In other words, in the event that contestant 'A' is the one left standing, s/he either chose right in the first place (1/3) OR s/he chose wrong (2/3) AND THEN contestant 'B' chose wrong out of the two remaining doors(1/2), which amounts to (2/3 x 1/2), or (1/3). Thus, each possibility is equally as likely (1/3 vs 1/3). You may wonder where the other 1/3 is. The other 1/3 is excluded, as it would have resulted in the other contestant being the one left standing. So we do some probability scaling. Technically, the odds should be scaled to 1/2.
Alternatively, if contestant 'B' is the last one standing, then contestant 'A' HAD to choose wrong FIRST. This would have left contestant 'B' with a 1/2 chance of choosing the correct door. Thus, it is a 50-50 tossup.
Here is a breakdown of all the possible outcomes:
First, let's label the doors 1, 2, and 3.
Let's put the prize behind door 1.
Let's call the contestants A and B.
For simplicity's sake, "A = 1" means contestant A chooses door 1.
Also " 3" means door 3 is un-chosen...
As you can see of the 4 instances where B is eliminated, 2 show A with the correct door (2/4 or 1/2), and 2 show the correct door as the un-chosen door. The same is true for those instances where A is eliminated.

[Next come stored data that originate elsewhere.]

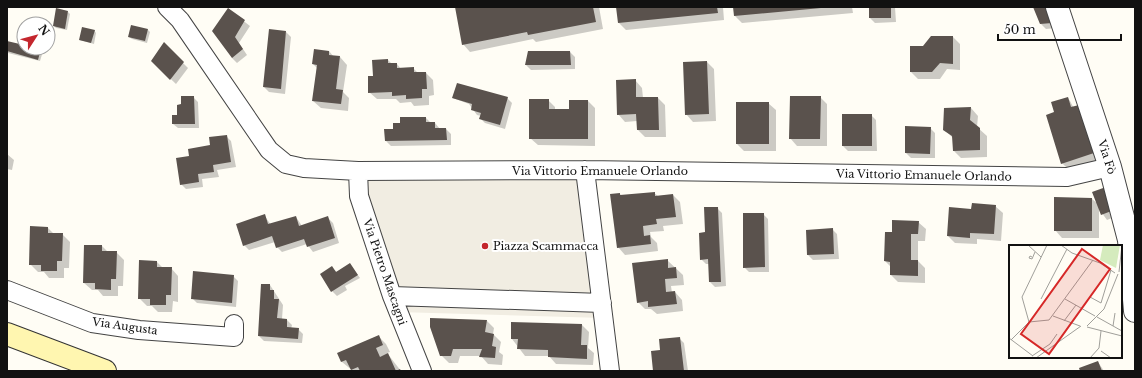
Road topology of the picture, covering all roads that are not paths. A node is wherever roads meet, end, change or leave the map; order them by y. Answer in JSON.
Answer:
{"nodes":[{"id":1,"x":167,"y":7,"type":"edge"},
{"id":2,"x":1057,"y":7,"type":"edge"},
{"id":3,"x":1110,"y":167,"type":"junction"},
{"id":4,"x":585,"y":170,"type":"junction"},
{"id":5,"x":358,"y":171,"type":"junction"},
{"id":6,"x":7,"y":290,"type":"edge"},
{"id":7,"x":392,"y":296,"type":"junction"},
{"id":8,"x":602,"y":303,"type":"junction"},
{"id":9,"x":1135,"y":312,"type":"edge"},
{"id":10,"x":234,"y":324,"type":"dead end"},
{"id":11,"x":7,"y":334,"type":"edge"},
{"id":12,"x":105,"y":371,"type":"edge"},
{"id":13,"x":422,"y":371,"type":"edge"},
{"id":14,"x":610,"y":371,"type":"edge"}],
"edges":[{"from":1,"to":5,"type":"street","name":"Via Vittorio Emanuele Orlando"},
{"from":2,"to":3,"type":"street","name":"Via Fò"},
{"from":3,"to":4,"type":"street","name":"Via Vittorio Emanuele Orlando"},
{"from":3,"to":9,"type":"street","name":"Via Fò"},
{"from":4,"to":5,"type":"street","name":"Via Vittorio Emanuele Orlando"},
{"from":4,"to":8,"type":"street"},
{"from":5,"to":7,"type":"street","name":"Via Pietro Mascagni"},
{"from":6,"to":10,"type":"street","name":"Via Augusta"},
{"from":7,"to":8,"type":"street"},
{"from":7,"to":13,"type":"street","name":"Via Pietro Mascagni"},
{"from":8,"to":14,"type":"street"},
{"from":11,"to":12,"type":"main road"}]}
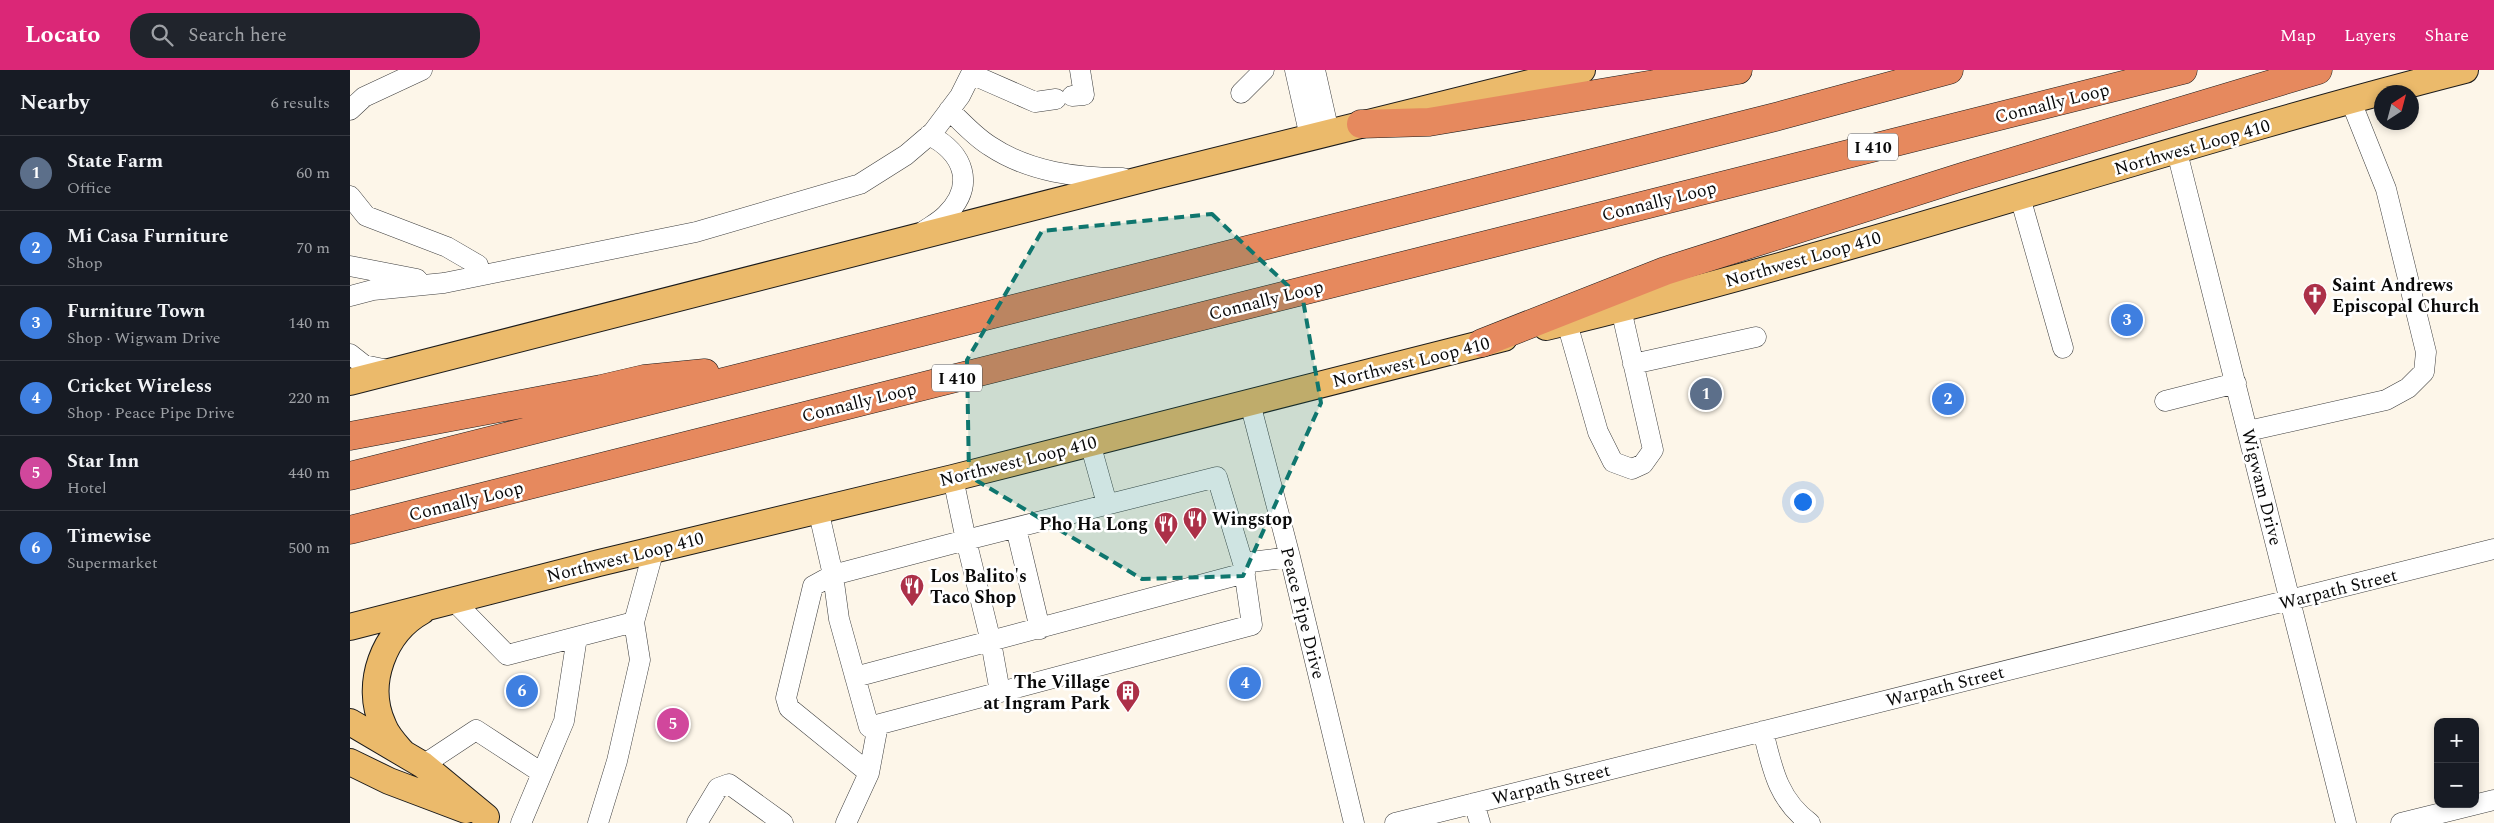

Posted at Aug 09/2009 11:45PM by JuanBecerril:
This question and debate is in the book "The Curious Incident Of The Dog In The Night-Time" It has a simple graph on how marilyn is right. She said that there is a 2 out of 3 chance that when you switch you win the car because 2 doors have goats and 1 has a car. There is only 1 chance that you chose, stick and win a car, but there is 2 chances that you pick a door, switch and win a car. Yes, her answer doesn't apply to the fact that you already know whats behind one door, but her math is still right. Just go check this book out. It will make perfect sense to you.